_THE TASK:_
For the entries below, state how many lines contain the string "canvas". Add nothing else.

_PROVIDED INFORMATION:_
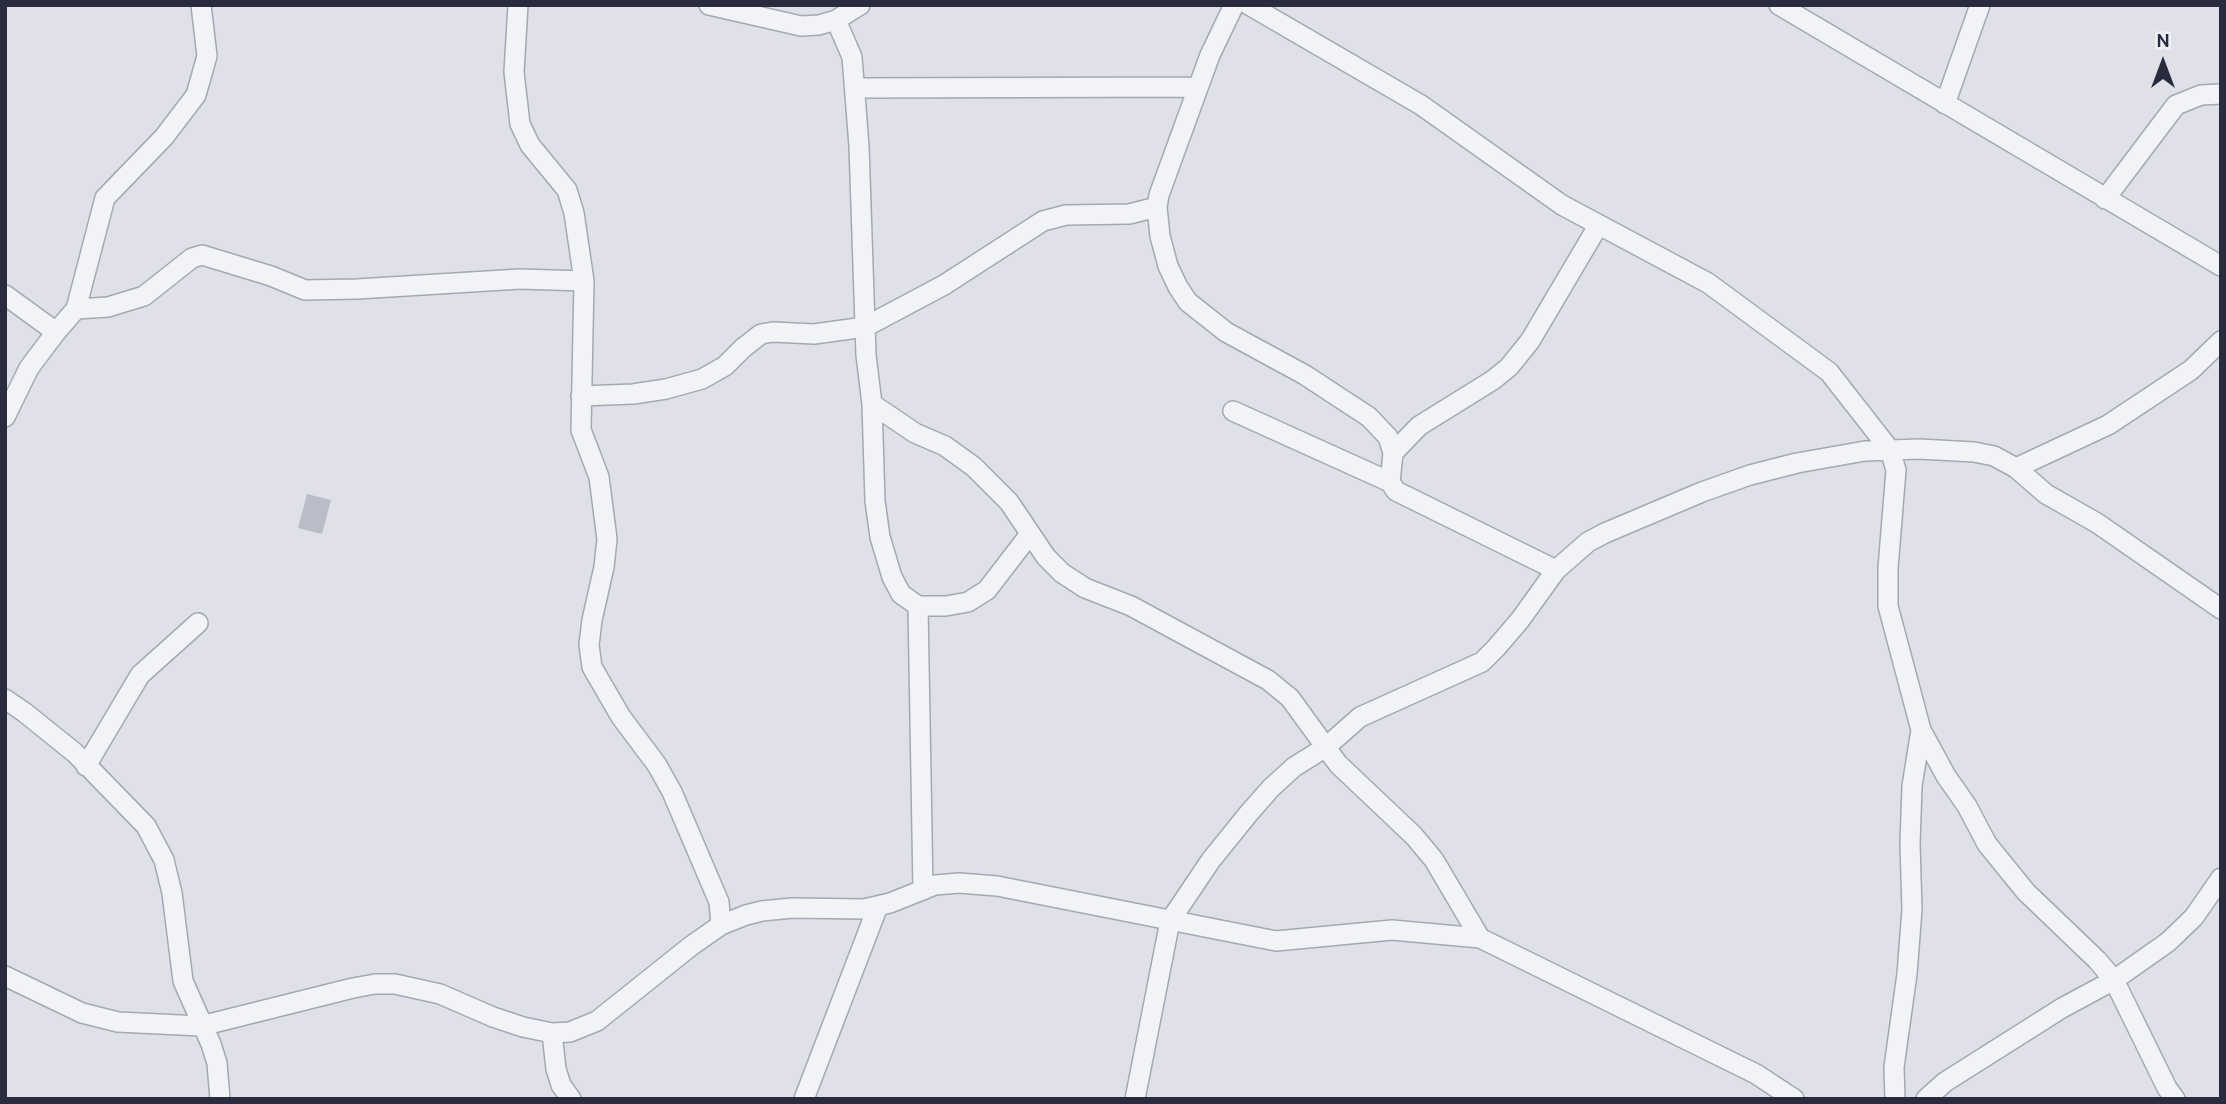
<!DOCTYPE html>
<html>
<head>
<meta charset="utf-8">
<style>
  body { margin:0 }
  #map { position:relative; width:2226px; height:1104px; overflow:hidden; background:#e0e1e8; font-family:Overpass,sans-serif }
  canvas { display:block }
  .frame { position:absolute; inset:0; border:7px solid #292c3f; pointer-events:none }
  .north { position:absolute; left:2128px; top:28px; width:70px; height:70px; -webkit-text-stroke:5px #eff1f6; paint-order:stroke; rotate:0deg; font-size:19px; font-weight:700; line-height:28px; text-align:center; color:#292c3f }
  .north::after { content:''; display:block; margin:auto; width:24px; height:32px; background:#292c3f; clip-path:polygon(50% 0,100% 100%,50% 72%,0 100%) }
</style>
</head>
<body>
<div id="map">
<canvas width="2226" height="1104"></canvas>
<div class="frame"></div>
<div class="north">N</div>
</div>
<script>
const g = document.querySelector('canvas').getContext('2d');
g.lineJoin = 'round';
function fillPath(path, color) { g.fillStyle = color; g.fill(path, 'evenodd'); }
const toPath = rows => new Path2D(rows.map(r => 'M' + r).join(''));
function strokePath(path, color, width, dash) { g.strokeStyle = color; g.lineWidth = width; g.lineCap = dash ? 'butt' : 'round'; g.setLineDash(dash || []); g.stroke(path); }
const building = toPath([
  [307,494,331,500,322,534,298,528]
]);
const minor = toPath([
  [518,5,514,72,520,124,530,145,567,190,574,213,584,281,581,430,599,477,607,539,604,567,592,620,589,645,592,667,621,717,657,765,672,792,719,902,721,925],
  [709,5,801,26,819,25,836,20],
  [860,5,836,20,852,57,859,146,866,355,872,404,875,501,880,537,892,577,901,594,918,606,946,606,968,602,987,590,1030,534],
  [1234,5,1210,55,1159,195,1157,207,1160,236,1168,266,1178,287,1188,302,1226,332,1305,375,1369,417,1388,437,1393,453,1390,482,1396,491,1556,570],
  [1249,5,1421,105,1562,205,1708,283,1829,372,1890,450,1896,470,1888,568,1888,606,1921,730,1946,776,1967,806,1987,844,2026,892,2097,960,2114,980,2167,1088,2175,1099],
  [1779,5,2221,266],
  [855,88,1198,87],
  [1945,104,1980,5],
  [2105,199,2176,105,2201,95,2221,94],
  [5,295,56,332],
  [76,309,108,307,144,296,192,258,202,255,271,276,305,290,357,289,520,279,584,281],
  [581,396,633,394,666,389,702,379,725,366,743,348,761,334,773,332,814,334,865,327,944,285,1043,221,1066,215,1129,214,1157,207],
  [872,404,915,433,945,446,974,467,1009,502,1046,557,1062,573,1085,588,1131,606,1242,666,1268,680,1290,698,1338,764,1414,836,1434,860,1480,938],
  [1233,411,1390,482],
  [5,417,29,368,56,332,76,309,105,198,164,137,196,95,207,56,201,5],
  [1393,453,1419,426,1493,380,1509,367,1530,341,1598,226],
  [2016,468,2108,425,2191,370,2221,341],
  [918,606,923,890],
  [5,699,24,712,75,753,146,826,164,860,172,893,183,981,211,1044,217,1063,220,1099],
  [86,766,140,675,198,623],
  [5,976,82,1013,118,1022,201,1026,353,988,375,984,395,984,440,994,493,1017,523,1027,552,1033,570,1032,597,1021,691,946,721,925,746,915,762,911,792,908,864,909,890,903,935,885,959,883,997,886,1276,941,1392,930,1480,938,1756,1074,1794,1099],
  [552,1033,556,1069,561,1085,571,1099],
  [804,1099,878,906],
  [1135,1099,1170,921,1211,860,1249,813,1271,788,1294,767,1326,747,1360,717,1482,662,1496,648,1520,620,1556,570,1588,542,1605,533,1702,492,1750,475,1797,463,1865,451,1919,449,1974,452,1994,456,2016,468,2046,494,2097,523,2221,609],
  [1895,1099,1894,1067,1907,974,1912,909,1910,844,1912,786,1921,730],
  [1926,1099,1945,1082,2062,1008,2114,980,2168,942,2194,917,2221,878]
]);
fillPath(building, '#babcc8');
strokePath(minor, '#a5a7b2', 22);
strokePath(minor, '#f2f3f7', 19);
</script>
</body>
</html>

_RESPONSE AREA:_
3